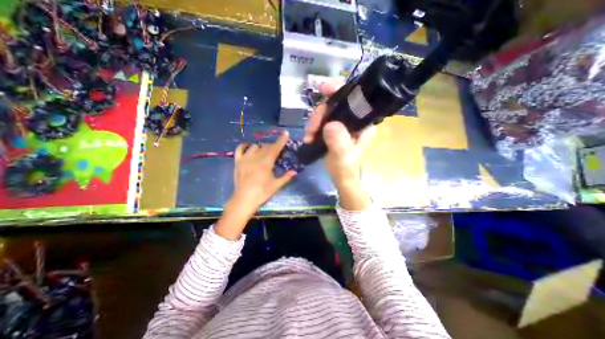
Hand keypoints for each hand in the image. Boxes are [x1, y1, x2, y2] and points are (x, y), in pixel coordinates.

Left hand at [213, 131, 296, 238]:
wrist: (243, 200)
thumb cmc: (261, 193)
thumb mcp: (276, 186)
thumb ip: (286, 177)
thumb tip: (295, 171)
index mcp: (266, 163)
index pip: (275, 149)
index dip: (281, 141)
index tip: (285, 133)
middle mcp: (255, 158)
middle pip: (266, 147)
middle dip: (273, 145)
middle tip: (277, 149)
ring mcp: (245, 159)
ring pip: (255, 147)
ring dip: (261, 146)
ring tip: (264, 151)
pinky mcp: (237, 162)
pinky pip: (239, 149)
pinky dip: (244, 146)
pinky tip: (248, 147)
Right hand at [305, 81, 375, 188]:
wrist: (340, 176)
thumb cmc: (344, 168)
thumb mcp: (342, 156)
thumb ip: (338, 143)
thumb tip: (329, 125)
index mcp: (363, 123)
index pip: (354, 99)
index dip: (338, 90)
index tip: (323, 89)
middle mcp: (354, 119)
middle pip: (335, 104)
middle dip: (319, 114)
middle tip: (311, 129)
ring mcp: (343, 123)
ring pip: (326, 112)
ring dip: (314, 122)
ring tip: (309, 136)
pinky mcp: (334, 127)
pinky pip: (321, 120)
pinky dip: (313, 126)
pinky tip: (309, 136)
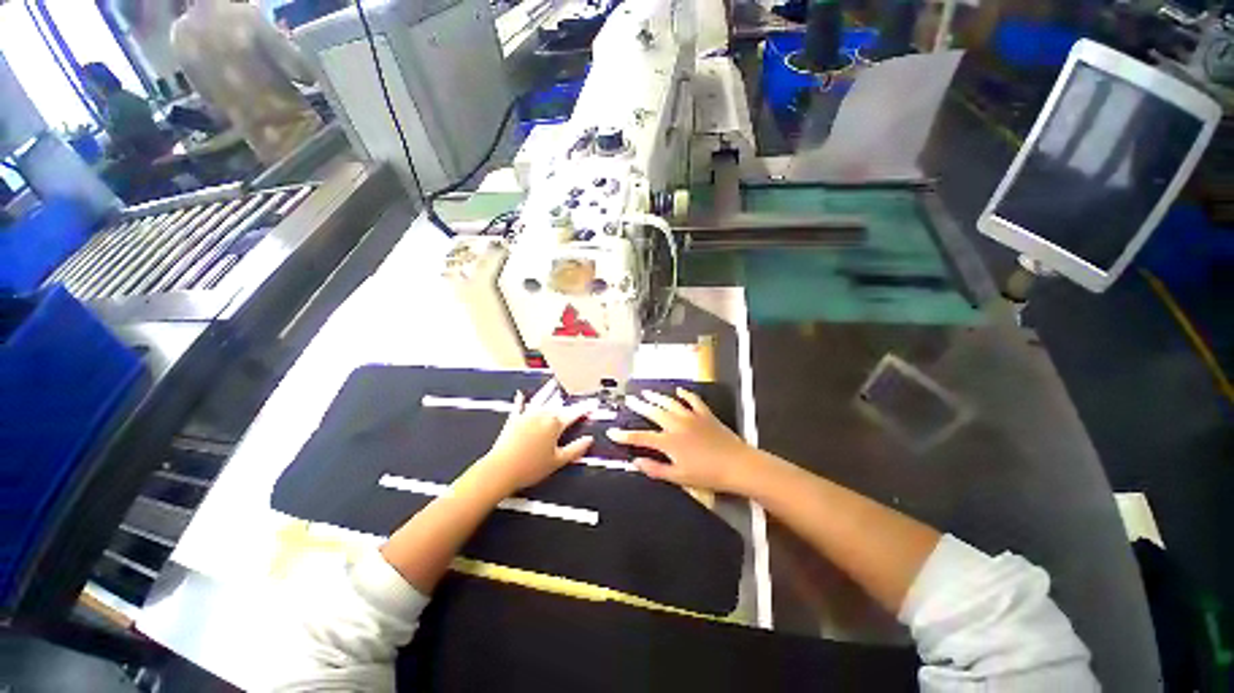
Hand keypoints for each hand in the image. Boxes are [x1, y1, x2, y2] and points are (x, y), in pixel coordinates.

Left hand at [466, 380, 594, 497]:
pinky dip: (520, 400)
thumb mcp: (558, 461)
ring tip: (553, 383)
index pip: (574, 414)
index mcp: (555, 424)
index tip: (594, 403)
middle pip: (558, 405)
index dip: (585, 408)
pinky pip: (518, 407)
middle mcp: (542, 415)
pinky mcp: (513, 420)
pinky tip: (520, 394)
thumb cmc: (531, 467)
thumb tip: (589, 439)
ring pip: (540, 400)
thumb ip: (576, 449)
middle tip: (576, 391)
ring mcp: (526, 416)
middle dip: (568, 399)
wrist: (500, 470)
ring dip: (547, 391)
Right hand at [607, 388, 760, 493]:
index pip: (641, 437)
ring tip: (647, 392)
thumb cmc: (708, 474)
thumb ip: (655, 469)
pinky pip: (693, 400)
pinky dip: (685, 394)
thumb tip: (636, 462)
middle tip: (630, 400)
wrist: (737, 465)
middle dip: (639, 406)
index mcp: (669, 442)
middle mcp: (677, 425)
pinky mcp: (705, 415)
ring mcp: (692, 417)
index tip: (612, 432)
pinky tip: (679, 391)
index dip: (625, 435)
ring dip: (657, 397)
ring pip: (670, 403)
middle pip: (653, 413)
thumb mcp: (679, 477)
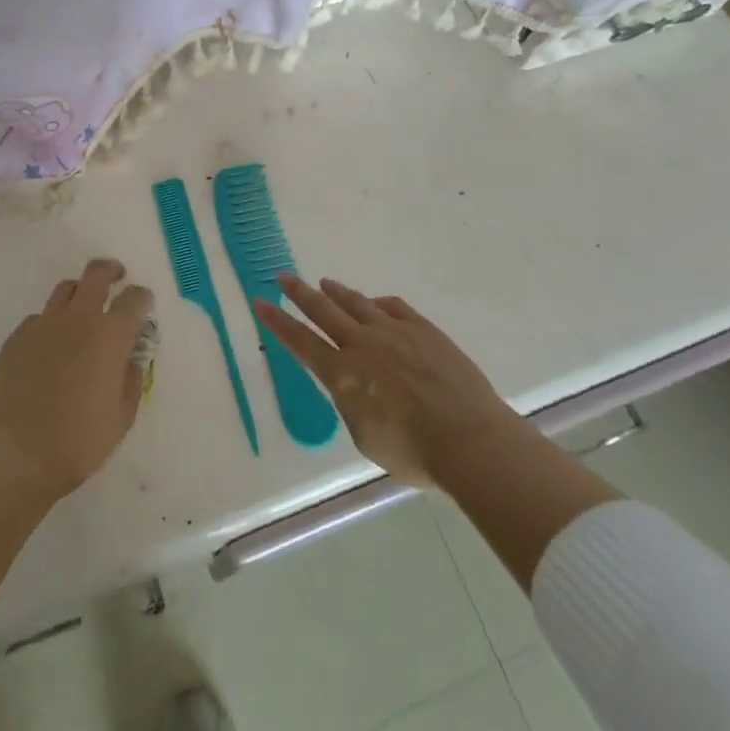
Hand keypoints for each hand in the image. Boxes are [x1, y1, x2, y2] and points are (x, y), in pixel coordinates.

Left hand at [0, 258, 155, 503]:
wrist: (14, 456)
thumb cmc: (78, 442)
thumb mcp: (121, 417)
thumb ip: (131, 378)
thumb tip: (131, 355)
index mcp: (110, 335)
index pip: (134, 298)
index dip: (142, 298)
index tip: (144, 305)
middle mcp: (78, 319)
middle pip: (97, 274)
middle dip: (111, 272)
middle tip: (116, 278)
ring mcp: (43, 325)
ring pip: (65, 289)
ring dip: (80, 293)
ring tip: (82, 311)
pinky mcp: (16, 338)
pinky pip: (38, 317)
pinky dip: (51, 323)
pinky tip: (50, 346)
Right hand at [255, 275, 519, 488]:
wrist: (469, 439)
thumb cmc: (414, 453)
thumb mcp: (366, 438)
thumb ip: (352, 405)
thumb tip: (354, 385)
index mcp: (343, 376)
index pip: (301, 342)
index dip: (278, 322)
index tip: (260, 302)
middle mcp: (363, 345)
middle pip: (323, 311)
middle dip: (300, 294)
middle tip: (284, 277)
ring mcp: (394, 332)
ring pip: (357, 303)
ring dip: (336, 292)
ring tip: (323, 283)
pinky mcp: (423, 328)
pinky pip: (394, 307)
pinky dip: (377, 303)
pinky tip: (374, 303)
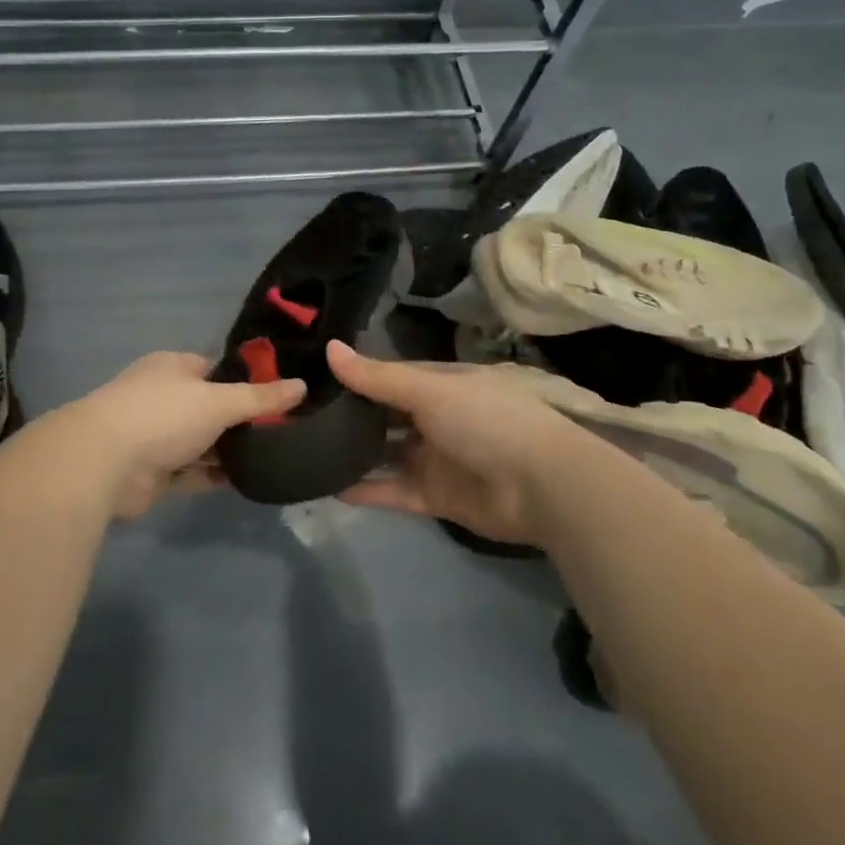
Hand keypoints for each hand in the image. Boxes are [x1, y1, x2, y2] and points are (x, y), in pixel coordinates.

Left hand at [51, 351, 304, 518]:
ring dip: (228, 450)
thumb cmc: (163, 415)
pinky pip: (192, 471)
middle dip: (240, 420)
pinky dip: (214, 475)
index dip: (246, 381)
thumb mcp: (219, 401)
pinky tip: (246, 480)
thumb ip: (260, 397)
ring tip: (272, 457)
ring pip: (202, 441)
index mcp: (174, 367)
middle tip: (283, 432)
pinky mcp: (154, 472)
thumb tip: (302, 385)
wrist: (104, 462)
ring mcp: (156, 435)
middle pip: (210, 407)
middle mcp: (164, 397)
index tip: (280, 397)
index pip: (216, 369)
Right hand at [327, 340, 575, 544]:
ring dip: (354, 454)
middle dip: (351, 416)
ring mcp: (435, 458)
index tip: (315, 378)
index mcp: (440, 384)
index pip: (390, 377)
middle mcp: (435, 418)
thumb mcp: (428, 390)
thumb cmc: (485, 420)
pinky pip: (393, 490)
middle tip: (302, 416)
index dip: (357, 377)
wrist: (542, 486)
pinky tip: (327, 487)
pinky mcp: (435, 497)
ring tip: (306, 451)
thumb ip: (376, 377)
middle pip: (385, 416)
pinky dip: (365, 490)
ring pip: (385, 454)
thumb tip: (329, 347)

:::

- _What is required_
The entries above should be reproduced exactly, without their pictures.

- _Result of this task_
Hand keypoints for each hand in the image. Boxes are [x1, y1, x2, y2] and points are (x, y), in pixel coordinates.

Left hand at [213, 131, 296, 238]:
wrist: (243, 200)
thumb cmc: (261, 193)
thumb mcp: (276, 186)
thumb ip: (286, 177)
thumb tip: (295, 171)
index mcp: (266, 163)
index pip: (275, 149)
index dip: (281, 141)
index tip: (285, 133)
middle mcp: (255, 158)
middle pip: (266, 147)
middle dip: (273, 145)
middle tip: (277, 149)
ring mcp: (245, 159)
ring pip: (255, 147)
ring dip: (261, 146)
ring tip: (264, 151)
pinky mcp: (237, 162)
pinky pip: (239, 149)
pinky dip: (244, 146)
pinky tip: (248, 147)
Right hand at [305, 81, 375, 188]:
wrist: (340, 176)
thumb cmc: (344, 168)
thumb mcp: (342, 156)
thumb ip: (338, 143)
thumb tip: (329, 125)
index mcp: (363, 123)
index pip: (354, 99)
index dip: (338, 90)
index tip: (323, 89)
middle mcp: (354, 119)
middle pip: (335, 104)
middle dip: (319, 114)
middle tip: (311, 129)
ring mcp: (343, 123)
ring pip: (326, 112)
ring dip: (314, 122)
ring tip: (309, 136)
pinky mcp: (334, 127)
pinky pip: (321, 120)
pinky dip: (313, 126)
pinky tip: (309, 136)
Hand keypoints for each hand in the image. Boxes are [x1, y1, x2, y2] and points are (x, y), in pixel coordinates.

Left hand at [466, 380, 594, 497]:
pinky dip: (520, 400)
thumb mcp: (558, 461)
ring tip: (553, 383)
index pip: (574, 414)
index mcp: (555, 424)
index tip: (594, 403)
middle pip: (558, 405)
index dip: (585, 408)
pinky pip: (518, 407)
middle mcp: (542, 415)
pinky mcp: (513, 420)
pinky tip: (520, 394)
thumb cmc: (531, 467)
thumb tip: (589, 439)
ring pip: (540, 400)
thumb ip: (576, 449)
middle tip: (576, 391)
ring mcp: (526, 416)
middle dip: (568, 399)
wrist: (500, 470)
ring dip: (547, 391)
Right hand at [607, 388, 760, 493]:
index pip: (641, 437)
ring tip: (647, 392)
thumb cmc: (708, 474)
thumb ip: (655, 469)
pinky pip: (693, 400)
pinky dip: (685, 394)
thumb tip: (636, 462)
middle tip: (630, 400)
wrist: (737, 465)
middle dip: (639, 406)
index mcp: (669, 442)
middle mcp: (677, 425)
pinky mcp: (705, 415)
ring mcp: (692, 417)
index tip: (612, 432)
pinky tip: (679, 391)
index dip: (625, 435)
ring dip: (657, 397)
ring pip: (670, 403)
middle pip: (653, 413)
thumb mcp: (679, 477)
Hand keypoints for each hand in the image. Boxes are [x1, y1, x2, y2] and points are (x, y), in pixel coordinates.

Left hand at [0, 258, 155, 503]:
wrist: (14, 456)
thumb cmc: (78, 442)
thumb mcp: (121, 417)
thumb ip: (131, 378)
thumb tip: (131, 355)
index mcp: (110, 335)
index pip: (134, 298)
index dip: (142, 298)
index tip: (144, 305)
middle mcp: (78, 319)
middle pip: (97, 274)
middle dip: (111, 272)
middle tip: (116, 278)
ring mcp: (43, 325)
ring pip: (65, 289)
ring dip: (80, 293)
ring tip: (82, 311)
pinky mcp: (16, 338)
pinky pip: (38, 317)
pinky dip: (51, 323)
pinky tip: (50, 346)
Right hand at [255, 275, 519, 488]:
wrist: (469, 439)
thumb cmc: (414, 453)
thumb mcp: (366, 438)
thumb ip: (352, 405)
thumb tip: (354, 385)
index mcp: (343, 376)
index pip: (301, 342)
index dip: (278, 322)
index tip: (260, 302)
middle mcp: (363, 345)
middle pip: (323, 311)
middle dip: (300, 294)
middle tip: (284, 277)
ring mcp: (394, 332)
ring pip: (357, 303)
ring dip: (336, 292)
ring tip: (323, 283)
pinky mcp: (423, 328)
pinky pip: (394, 307)
pinky dip: (377, 303)
pinky tip: (374, 303)
Hand keypoints for each hand in the image. Boxes are [x1, y1, x2, y2] and points are (x, y), in pixel coordinates.

Left hand at [51, 351, 304, 518]:
ring dip: (228, 450)
thumb cmc: (163, 415)
pinky pip: (192, 471)
middle dip: (240, 420)
pinky dip: (214, 475)
index dip: (246, 381)
thumb mcp: (219, 401)
pinky tip: (246, 480)
thumb ip: (260, 397)
ring tip: (272, 457)
ring pip: (202, 441)
index mcp: (174, 367)
middle tip: (283, 432)
pinky mcp: (154, 472)
thumb tip: (302, 385)
wrist: (104, 462)
ring mcp: (156, 435)
middle pip: (210, 407)
middle mcp: (164, 397)
index tip: (280, 397)
index pip: (216, 369)
Right hand at [327, 340, 575, 544]:
ring dip: (354, 454)
middle dip: (351, 416)
ring mcp: (435, 458)
index tip: (315, 378)
index mcp: (440, 384)
index pip: (390, 377)
middle mcp: (435, 418)
thumb mcp: (428, 390)
thumb cmc: (485, 420)
pinky pip: (393, 490)
middle tip: (302, 416)
index dip: (357, 377)
wrist: (542, 486)
pinky tip: (327, 487)
pinky mcp: (435, 497)
ring tip: (306, 451)
thumb ip: (376, 377)
middle pip: (385, 416)
pinky dip: (365, 490)
ring pip: (385, 454)
thumb tip: (329, 347)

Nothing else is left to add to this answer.